Below are some records; output exactly the lines from the line with "ring tip: (772, 689)" to the line with "index dip: (1268, 721)", both ends kept, and nothing more.

------ DATA FOR ANALYSIS ------

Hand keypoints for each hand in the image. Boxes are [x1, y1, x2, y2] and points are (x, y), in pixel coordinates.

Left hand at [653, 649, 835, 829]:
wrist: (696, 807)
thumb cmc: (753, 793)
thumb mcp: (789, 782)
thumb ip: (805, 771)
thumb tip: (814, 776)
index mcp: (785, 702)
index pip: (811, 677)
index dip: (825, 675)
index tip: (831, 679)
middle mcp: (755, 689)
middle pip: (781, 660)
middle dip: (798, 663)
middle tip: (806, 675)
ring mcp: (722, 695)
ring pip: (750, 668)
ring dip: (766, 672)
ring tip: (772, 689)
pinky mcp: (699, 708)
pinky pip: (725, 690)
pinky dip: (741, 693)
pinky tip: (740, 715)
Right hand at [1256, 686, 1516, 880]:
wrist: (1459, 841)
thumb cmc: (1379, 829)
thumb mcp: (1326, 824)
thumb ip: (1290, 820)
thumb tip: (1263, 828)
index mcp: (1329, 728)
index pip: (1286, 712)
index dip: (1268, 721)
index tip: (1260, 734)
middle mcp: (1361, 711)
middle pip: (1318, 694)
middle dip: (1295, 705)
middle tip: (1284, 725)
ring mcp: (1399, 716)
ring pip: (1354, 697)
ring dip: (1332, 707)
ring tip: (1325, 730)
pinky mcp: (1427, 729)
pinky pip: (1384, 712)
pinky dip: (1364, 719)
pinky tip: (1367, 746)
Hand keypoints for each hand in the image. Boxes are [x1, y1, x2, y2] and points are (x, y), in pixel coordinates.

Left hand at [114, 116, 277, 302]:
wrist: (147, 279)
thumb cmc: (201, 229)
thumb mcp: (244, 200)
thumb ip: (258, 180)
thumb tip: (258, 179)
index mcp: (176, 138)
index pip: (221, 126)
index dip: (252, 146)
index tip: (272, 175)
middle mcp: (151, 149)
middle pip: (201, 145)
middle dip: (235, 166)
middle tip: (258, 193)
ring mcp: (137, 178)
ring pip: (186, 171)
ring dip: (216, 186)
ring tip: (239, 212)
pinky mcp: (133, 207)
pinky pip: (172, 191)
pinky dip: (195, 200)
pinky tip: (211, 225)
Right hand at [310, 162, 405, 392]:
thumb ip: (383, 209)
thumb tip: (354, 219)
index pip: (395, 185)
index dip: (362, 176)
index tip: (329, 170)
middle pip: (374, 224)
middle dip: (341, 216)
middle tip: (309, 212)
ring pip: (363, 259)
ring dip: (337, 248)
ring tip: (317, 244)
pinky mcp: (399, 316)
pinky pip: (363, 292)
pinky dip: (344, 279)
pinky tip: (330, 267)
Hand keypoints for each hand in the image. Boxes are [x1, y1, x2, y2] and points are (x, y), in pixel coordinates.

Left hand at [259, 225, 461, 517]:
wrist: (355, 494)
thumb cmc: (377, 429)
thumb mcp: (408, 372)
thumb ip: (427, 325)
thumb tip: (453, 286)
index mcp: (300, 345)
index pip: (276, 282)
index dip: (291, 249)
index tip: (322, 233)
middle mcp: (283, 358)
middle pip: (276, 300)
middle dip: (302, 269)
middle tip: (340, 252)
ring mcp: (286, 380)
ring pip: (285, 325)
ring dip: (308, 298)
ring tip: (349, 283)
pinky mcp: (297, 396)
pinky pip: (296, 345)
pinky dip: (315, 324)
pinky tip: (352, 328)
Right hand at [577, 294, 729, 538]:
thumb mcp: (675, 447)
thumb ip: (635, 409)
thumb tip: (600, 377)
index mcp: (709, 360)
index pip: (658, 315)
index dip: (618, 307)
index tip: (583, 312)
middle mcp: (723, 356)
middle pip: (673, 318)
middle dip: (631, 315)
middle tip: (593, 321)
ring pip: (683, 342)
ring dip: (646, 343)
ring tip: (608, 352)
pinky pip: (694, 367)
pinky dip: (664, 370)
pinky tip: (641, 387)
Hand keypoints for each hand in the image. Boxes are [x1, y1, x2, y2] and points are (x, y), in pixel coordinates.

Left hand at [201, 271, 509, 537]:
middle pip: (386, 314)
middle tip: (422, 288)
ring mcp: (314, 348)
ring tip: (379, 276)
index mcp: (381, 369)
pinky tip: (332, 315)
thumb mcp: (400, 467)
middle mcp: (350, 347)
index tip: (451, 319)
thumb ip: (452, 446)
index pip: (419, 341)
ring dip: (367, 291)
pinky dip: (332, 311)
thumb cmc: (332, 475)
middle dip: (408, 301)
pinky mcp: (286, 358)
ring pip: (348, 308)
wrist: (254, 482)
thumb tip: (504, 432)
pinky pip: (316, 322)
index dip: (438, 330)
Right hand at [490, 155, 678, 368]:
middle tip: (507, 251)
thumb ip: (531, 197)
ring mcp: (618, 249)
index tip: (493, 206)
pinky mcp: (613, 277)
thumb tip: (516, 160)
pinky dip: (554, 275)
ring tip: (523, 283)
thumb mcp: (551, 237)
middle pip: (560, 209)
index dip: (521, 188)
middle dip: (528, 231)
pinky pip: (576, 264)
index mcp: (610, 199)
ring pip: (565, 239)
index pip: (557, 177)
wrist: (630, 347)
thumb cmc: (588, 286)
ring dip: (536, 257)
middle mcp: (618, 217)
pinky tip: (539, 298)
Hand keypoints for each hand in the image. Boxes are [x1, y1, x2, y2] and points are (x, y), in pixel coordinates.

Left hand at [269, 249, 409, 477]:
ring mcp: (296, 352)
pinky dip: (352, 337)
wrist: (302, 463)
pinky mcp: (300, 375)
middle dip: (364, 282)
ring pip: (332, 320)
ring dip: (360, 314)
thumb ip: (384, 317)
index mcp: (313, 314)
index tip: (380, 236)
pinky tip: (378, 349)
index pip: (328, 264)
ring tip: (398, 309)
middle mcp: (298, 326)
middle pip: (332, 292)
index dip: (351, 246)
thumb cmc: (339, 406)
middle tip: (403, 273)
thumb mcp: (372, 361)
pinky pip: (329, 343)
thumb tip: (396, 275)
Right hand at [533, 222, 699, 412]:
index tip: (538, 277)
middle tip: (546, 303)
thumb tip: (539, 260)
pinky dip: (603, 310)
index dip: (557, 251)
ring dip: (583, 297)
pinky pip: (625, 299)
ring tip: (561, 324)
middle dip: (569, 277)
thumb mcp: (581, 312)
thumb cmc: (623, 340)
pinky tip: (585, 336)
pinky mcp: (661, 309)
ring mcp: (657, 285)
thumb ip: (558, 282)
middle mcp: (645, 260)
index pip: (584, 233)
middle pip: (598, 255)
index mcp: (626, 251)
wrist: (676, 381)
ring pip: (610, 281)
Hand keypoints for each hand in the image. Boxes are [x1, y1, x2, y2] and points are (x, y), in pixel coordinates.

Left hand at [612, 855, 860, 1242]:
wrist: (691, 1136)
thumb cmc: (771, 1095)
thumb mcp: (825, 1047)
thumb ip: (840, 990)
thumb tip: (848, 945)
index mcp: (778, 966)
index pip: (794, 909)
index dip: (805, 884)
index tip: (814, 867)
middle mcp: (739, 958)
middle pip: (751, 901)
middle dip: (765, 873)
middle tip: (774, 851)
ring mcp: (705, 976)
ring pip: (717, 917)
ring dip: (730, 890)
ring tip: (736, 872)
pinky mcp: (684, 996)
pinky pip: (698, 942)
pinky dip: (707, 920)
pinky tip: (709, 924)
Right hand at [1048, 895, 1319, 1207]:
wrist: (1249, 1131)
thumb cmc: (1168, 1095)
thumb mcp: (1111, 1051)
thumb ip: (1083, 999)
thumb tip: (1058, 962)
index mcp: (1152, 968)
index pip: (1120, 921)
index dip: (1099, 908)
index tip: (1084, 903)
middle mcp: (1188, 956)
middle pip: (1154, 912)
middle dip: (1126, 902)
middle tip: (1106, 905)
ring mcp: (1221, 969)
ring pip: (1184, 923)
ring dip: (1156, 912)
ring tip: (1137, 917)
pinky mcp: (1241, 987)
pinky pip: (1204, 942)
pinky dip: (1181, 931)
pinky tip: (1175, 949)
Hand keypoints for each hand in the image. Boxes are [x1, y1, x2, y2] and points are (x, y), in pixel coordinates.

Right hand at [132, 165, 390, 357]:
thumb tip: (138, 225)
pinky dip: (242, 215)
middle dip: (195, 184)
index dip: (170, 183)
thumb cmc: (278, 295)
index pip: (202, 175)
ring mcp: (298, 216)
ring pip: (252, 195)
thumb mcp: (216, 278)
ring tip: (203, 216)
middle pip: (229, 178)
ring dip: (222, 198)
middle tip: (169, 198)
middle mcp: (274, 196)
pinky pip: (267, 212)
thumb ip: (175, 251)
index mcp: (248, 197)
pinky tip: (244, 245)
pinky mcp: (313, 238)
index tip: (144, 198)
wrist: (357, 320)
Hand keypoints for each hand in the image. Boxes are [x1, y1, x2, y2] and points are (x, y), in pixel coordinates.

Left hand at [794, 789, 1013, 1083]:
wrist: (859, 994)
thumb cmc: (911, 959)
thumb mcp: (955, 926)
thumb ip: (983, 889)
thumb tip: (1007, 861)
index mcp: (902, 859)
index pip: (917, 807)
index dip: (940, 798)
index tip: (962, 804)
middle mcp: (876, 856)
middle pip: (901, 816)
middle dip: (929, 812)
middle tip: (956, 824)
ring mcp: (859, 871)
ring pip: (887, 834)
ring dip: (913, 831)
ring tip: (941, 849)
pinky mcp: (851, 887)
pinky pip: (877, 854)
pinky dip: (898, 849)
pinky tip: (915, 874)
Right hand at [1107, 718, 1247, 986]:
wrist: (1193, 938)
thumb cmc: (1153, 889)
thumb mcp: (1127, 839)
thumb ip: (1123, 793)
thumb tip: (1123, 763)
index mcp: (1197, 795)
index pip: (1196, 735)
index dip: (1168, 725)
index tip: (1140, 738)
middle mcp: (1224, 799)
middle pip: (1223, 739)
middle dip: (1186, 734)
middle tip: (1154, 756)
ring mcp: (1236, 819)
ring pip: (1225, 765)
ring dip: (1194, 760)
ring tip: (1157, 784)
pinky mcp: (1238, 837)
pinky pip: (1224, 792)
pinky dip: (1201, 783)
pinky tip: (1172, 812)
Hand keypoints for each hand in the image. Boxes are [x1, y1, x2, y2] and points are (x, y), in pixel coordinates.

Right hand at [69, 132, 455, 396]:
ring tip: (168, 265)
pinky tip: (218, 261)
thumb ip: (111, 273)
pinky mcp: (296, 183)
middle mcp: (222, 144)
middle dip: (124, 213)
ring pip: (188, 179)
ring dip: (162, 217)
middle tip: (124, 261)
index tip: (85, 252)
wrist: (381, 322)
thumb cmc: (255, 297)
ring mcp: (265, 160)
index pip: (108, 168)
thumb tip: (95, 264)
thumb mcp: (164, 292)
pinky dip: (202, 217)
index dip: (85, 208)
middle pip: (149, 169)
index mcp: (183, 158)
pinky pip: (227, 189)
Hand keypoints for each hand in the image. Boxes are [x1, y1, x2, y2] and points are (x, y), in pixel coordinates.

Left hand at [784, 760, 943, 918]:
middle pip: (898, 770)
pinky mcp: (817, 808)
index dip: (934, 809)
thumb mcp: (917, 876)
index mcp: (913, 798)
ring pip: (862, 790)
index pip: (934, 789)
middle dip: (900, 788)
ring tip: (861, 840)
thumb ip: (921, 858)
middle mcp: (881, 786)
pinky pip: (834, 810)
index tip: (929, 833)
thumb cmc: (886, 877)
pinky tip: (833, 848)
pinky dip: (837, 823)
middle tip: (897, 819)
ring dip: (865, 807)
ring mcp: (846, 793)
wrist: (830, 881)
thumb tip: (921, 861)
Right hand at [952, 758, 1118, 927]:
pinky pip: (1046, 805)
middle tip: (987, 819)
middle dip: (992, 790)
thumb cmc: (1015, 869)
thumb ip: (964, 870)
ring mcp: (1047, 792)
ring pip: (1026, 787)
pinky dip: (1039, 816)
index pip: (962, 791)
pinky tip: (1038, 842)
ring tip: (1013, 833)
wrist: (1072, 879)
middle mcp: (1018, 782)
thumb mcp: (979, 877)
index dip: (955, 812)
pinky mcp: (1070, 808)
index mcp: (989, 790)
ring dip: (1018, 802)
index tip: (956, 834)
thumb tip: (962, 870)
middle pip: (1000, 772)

------

_TASK OUTPUT_
ring tip: (772, 689)
pinky mcp: (699, 708)
pinky pip: (725, 690)
pinky dip: (741, 693)
pinky tip: (740, 715)
Right hand at [1256, 686, 1516, 880]:
wrist: (1459, 841)
thumb cmc: (1379, 829)
thumb mcp: (1326, 824)
thumb ip: (1290, 820)
thumb tip: (1263, 828)
index mcp: (1329, 728)
index pip: (1286, 712)
index dip: (1268, 721)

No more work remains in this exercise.